(5 of 10)
In the humvee, the soldiers fought back. Buggs and Anguiano also had an M249 machine gun, and they fired it into the Iraqi soldiers. "I heard the first sergeant say, 'Piestewa, speed up,'" Jessi said, and now they were running for it, for their lives. "Everybody was trying to talk at once, and there was all this yelling, but Lori was quiet. She knew what she was doing. I could hear bullets hitting the other vehicles, and I looked at her and I knew she hadn't given up.
"And we kept going faster and faster, and I thought it might all be all right. But it wasn't going to be all right," Jessi said. It had been about an hour since the battle began, maybe a little longer. In fear and resignation, she could not look anymore. "I lowered my head down to my knees, and I closed my eyes."
Just ahead of them, Iraqi soldiers had used a truck to block the road. An American tractor trailer rumbling just in front of Jessi and Lori's humvee came under heavy fire and, swerving to miss the Iraqi truck, ran off the road just in front of them. In the mass of Iraqi fighters, one raised a rocket-propelled grenade launcher to his shoulder and sighted on the speeding humvee. He squeezed the trigger.
Jessi, crouched in the middle, her arms around her own shoulders, her forehead on her knees, did not feel the round that finally punctured Lori's control and sent the humvee bouncing off the road, straight at the tractor trailer.
The last thing she remembered was praying.
"Oh, God, help us.
"Oh, God, get us out of here.
"Oh, God, please."
The rocket-propelled grenade had rocked the humvee, sending it into a swerve that carried it into the just-stopped tractor trailer with enough force to crush Sergeant Dowdy. He died, it is believed, on impact. Specialist Anguiano and Sergeant Buggs, who had fought off a small army of Iraqi fighters for what had seemed like forever, were killed, either on impact or soon after by Iraqi soldiers. Jessi and Lori lay in the wreckage. None of the American soldiers saw what happened to them.

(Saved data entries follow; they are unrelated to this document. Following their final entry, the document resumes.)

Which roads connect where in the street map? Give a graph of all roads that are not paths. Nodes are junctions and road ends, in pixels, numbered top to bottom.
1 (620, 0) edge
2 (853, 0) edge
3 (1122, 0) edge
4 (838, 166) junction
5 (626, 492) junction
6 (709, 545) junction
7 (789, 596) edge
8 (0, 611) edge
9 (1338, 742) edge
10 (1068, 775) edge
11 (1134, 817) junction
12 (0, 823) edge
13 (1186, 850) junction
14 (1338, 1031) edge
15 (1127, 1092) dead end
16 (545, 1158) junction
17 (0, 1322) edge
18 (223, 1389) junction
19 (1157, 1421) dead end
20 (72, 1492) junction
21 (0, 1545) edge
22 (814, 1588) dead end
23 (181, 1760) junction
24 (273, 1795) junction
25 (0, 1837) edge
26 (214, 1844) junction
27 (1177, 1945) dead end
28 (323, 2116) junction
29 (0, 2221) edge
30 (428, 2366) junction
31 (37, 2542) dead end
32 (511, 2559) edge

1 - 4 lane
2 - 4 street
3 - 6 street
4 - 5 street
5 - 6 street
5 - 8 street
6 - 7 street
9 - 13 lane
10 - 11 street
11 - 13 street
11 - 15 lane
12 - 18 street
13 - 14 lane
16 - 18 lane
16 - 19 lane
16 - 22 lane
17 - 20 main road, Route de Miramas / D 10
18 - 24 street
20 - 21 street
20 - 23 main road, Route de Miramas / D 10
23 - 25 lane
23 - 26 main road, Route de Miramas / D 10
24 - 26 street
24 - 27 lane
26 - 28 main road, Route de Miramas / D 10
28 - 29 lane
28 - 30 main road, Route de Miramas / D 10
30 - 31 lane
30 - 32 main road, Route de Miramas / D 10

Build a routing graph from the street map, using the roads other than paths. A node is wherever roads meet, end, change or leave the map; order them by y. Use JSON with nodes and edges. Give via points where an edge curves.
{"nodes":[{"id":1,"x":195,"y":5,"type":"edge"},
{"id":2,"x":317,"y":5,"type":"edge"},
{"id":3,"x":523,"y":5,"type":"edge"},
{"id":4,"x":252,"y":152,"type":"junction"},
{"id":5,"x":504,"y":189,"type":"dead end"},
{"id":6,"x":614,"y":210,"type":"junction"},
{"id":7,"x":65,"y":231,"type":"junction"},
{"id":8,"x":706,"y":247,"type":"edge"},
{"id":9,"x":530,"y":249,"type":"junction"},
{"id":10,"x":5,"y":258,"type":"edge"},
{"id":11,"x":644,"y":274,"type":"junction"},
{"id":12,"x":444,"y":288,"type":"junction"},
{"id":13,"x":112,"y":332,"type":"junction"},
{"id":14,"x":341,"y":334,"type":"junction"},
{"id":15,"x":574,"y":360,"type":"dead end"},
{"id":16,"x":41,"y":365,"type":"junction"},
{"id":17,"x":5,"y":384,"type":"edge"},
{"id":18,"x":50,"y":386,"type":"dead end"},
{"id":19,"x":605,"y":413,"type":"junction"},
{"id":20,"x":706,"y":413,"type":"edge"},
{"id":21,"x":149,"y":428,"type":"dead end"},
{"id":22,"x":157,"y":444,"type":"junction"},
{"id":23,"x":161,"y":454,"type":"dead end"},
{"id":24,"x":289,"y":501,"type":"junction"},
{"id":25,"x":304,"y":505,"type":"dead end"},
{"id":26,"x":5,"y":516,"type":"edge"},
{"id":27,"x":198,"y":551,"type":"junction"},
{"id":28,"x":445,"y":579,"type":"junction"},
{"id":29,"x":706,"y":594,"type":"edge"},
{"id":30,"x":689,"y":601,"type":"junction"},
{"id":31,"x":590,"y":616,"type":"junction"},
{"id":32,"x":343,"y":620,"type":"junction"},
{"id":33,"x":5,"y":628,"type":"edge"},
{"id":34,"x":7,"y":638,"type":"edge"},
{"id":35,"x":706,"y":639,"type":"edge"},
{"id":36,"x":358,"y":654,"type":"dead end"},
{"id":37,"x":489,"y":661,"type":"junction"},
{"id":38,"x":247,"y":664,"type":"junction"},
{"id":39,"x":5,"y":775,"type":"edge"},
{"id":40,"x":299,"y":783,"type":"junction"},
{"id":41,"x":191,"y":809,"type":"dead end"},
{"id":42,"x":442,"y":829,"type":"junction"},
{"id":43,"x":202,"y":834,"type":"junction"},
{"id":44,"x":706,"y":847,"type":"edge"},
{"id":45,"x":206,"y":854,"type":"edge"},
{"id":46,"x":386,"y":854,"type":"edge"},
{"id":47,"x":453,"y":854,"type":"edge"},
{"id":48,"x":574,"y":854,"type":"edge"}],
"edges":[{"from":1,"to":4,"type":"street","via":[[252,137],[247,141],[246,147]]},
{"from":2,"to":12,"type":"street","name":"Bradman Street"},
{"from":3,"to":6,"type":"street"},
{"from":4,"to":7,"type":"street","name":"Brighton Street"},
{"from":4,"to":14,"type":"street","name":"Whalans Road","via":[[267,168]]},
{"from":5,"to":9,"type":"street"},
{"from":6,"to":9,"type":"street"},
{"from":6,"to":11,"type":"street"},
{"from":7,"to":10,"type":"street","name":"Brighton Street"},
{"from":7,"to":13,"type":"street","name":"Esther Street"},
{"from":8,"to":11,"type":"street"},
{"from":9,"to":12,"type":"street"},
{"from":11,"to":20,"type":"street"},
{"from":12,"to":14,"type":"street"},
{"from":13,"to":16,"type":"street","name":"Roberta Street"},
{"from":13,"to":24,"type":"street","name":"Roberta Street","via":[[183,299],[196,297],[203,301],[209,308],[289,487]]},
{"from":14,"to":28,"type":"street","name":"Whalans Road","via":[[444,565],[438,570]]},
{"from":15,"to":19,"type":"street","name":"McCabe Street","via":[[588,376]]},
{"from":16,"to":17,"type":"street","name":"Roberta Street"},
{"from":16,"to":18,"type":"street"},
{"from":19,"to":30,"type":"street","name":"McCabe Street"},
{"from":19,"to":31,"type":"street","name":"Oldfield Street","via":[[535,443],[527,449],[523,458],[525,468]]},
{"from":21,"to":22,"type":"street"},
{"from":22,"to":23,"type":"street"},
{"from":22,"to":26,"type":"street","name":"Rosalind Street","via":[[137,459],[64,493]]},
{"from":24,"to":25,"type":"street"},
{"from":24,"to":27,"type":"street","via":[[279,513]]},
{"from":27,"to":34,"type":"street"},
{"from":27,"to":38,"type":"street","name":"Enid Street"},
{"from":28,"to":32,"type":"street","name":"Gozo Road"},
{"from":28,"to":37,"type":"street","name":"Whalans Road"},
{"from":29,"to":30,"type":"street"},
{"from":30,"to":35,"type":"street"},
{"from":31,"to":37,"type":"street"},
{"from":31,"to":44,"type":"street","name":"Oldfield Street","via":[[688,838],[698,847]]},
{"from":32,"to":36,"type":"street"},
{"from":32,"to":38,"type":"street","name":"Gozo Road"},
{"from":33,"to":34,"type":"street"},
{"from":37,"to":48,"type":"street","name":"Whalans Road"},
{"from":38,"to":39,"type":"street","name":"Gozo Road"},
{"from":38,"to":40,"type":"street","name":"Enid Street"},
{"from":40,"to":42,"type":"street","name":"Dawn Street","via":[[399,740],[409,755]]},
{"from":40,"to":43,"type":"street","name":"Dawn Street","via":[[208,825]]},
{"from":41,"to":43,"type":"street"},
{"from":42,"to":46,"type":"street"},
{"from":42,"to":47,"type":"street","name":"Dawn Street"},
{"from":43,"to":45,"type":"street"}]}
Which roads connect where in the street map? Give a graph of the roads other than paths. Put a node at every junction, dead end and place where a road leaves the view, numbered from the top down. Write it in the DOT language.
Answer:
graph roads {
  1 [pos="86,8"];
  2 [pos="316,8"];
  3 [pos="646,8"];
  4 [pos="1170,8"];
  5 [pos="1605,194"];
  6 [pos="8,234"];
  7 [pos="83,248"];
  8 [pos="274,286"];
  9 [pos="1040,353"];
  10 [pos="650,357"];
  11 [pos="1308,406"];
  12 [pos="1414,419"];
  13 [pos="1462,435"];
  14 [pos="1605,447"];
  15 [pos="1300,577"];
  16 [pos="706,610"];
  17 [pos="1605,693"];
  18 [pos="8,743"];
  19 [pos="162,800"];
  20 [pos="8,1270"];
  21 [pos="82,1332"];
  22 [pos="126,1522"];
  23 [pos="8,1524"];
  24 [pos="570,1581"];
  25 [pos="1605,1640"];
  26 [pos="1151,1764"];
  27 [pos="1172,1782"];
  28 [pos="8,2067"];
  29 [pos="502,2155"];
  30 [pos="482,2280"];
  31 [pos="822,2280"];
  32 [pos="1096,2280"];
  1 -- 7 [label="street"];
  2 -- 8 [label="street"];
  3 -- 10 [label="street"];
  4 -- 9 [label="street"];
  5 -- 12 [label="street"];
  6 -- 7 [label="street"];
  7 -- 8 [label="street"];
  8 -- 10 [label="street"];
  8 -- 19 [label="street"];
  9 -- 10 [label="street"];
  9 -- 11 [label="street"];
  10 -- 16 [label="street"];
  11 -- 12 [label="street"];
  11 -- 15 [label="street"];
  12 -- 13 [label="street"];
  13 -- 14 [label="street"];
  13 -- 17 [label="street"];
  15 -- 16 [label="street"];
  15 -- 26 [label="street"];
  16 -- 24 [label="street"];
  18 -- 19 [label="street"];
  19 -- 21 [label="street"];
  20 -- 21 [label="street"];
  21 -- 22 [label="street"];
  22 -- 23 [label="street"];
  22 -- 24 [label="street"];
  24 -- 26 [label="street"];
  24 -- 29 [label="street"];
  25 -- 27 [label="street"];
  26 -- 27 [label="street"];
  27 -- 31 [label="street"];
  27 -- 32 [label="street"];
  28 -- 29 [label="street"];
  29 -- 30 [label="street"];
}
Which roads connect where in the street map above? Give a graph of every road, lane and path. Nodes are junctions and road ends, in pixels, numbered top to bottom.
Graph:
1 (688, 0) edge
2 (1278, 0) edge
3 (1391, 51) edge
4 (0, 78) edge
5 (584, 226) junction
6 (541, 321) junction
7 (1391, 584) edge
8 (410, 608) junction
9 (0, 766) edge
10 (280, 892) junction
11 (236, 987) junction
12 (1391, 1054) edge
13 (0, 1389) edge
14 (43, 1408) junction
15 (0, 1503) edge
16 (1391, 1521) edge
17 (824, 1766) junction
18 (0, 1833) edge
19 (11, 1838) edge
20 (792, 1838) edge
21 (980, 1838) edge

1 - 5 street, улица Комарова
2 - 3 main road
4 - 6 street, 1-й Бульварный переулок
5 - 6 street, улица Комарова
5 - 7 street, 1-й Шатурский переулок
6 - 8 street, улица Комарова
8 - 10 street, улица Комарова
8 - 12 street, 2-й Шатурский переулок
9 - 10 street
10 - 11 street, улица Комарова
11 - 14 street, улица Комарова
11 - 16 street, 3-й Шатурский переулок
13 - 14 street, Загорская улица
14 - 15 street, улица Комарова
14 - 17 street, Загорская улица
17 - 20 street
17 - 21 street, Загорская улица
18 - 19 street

The humvee crashed sometime after 7 a.m., but Jessi and Lori were not taken to the hospital, a military hospital, until about 10 a.m. The hospital was only minutes away.
Both Lori and Jessi were unconscious when Iraqi soldiers dropped them off at the hospital. Lori had suffered a serious head wound. The Iraqi doctors said that they tried to save her, but that brain surgery in the opening days of the war, as their emergency rooms filled with wounded, was impossible. She died before Jessi came to.
Jessi lost three hours. She lost them in the snapping bones, in the crash of the humvee, in the torment her enemies inflicted on her after she was pulled from it. It all left marks on her, and it is those marks that fill in the blanks of what Jessi lived through on the morning of March 23, 2003. But her memory just skipped, like a scratched record, from the last few seconds inside the speeding humvee to a blurred circle of faces staring down at her in what she slowly began to recognize as a hospital bed. The language she heard told her that she had awakened in a hospital under the control of her enemies, and that meant she was a prisoner of war. She had been left behind after all.